◆ **GOAL OF THE EXERCISE**
Which lines in the data below contain the word "Answer"? Return each of them.

===== WORKING DATA =====

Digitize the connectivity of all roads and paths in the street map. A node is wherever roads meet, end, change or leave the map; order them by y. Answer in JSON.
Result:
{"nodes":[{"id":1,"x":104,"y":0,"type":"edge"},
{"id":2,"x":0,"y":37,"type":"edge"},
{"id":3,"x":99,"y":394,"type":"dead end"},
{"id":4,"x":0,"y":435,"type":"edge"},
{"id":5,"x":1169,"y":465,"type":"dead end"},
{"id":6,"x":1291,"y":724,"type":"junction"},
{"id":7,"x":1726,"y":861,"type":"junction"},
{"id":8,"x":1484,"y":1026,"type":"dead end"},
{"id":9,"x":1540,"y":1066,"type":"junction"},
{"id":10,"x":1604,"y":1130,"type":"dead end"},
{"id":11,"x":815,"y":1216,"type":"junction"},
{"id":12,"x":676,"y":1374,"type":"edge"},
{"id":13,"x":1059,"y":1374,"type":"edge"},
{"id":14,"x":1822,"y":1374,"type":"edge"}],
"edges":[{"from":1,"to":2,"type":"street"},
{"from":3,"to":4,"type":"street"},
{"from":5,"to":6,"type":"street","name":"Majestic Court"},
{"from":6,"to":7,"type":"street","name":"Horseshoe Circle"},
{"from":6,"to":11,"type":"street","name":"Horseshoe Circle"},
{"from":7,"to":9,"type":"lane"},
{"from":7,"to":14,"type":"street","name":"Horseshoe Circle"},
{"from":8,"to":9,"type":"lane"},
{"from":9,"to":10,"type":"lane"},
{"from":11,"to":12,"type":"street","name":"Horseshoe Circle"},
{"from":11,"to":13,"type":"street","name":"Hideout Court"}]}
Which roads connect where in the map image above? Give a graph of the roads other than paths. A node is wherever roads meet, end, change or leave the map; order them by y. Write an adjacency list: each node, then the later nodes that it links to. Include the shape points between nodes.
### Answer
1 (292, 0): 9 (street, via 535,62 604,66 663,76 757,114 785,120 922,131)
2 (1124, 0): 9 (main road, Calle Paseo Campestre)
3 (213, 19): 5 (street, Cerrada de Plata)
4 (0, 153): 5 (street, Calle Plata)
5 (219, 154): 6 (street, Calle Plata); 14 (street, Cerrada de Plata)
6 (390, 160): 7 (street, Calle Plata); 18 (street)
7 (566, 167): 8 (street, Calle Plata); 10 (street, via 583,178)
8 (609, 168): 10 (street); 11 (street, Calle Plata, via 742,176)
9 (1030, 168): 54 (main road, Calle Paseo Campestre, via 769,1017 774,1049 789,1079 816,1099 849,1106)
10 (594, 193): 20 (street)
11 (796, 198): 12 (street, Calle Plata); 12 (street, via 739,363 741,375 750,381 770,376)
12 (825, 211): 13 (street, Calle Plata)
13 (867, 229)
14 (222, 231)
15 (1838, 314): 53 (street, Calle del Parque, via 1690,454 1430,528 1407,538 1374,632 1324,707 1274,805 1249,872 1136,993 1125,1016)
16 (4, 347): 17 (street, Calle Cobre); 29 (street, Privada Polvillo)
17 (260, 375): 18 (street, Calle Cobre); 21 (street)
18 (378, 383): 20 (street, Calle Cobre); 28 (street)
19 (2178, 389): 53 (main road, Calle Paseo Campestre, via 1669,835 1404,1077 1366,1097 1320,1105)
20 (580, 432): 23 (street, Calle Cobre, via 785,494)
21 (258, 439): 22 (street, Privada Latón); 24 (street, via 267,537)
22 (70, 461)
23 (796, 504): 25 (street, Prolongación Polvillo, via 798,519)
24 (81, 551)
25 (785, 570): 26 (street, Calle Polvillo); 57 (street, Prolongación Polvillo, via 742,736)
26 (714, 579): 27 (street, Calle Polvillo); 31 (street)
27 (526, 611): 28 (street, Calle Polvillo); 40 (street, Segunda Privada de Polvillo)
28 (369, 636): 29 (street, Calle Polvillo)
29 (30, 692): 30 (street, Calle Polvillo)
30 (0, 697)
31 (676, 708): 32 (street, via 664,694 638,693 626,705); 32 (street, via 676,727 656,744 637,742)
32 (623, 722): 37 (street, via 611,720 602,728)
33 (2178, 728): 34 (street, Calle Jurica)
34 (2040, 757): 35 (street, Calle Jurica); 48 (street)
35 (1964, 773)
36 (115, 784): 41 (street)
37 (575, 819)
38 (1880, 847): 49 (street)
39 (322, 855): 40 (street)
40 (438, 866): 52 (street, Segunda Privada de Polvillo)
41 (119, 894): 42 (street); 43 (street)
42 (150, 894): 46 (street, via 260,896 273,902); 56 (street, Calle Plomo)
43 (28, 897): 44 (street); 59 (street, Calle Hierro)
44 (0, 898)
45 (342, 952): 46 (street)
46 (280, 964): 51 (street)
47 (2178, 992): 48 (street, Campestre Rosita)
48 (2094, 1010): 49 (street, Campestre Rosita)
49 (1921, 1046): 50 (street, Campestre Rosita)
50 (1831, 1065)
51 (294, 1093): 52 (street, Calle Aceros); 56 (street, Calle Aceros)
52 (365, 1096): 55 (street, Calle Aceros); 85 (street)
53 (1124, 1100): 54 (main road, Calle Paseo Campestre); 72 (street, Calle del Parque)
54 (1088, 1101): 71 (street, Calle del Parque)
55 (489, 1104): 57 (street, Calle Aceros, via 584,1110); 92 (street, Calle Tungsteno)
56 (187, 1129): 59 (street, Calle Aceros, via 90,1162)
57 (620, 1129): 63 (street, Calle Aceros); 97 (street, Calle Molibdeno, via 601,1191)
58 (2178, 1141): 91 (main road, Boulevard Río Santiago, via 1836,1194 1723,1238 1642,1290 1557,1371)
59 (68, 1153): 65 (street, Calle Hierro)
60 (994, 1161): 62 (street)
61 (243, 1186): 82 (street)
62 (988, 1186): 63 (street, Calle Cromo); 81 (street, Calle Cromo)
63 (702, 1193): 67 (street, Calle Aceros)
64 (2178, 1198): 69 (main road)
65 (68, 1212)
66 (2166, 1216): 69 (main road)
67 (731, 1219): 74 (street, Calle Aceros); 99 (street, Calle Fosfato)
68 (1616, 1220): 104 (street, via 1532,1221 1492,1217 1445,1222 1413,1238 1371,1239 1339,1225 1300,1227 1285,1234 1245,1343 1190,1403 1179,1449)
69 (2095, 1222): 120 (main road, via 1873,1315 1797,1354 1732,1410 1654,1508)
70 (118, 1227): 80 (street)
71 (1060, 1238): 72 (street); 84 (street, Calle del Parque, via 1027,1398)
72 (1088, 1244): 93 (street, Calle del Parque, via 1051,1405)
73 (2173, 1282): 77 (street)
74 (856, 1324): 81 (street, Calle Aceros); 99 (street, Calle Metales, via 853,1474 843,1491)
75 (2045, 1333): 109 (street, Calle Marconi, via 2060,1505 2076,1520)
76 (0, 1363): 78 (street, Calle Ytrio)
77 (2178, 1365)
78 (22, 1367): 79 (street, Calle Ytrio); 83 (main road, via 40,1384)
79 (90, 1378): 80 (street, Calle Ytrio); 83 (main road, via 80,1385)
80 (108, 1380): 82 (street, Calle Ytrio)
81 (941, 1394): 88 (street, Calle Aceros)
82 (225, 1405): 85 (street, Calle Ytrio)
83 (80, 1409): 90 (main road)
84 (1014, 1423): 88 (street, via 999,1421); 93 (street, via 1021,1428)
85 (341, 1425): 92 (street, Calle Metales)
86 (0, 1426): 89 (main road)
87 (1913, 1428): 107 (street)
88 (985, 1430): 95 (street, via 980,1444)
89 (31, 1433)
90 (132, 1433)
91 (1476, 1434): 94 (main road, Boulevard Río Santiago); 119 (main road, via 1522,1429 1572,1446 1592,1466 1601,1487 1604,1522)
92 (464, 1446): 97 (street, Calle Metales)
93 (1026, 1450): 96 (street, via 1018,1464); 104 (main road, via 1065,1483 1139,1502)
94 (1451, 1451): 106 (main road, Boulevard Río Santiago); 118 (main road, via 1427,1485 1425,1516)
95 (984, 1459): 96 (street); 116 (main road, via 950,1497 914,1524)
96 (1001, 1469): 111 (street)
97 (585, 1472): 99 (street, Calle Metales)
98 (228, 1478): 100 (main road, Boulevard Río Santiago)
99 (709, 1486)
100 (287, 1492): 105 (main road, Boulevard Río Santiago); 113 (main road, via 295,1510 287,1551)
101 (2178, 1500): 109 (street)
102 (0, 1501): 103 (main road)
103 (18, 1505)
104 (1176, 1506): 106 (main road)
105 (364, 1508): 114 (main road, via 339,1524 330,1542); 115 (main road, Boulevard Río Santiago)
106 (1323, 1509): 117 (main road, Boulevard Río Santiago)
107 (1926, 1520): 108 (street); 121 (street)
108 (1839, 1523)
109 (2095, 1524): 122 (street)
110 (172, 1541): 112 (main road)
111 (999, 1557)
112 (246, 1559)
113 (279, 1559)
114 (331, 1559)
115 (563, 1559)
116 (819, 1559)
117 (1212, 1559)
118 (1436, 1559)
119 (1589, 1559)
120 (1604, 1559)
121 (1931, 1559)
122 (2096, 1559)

=====

◆ **RESULT**
Digitize the connectivity of all roads and paths in the street map. A node is wherever roads meet, end, change or leave the map; order them by y. Answer in JSON.
### Answer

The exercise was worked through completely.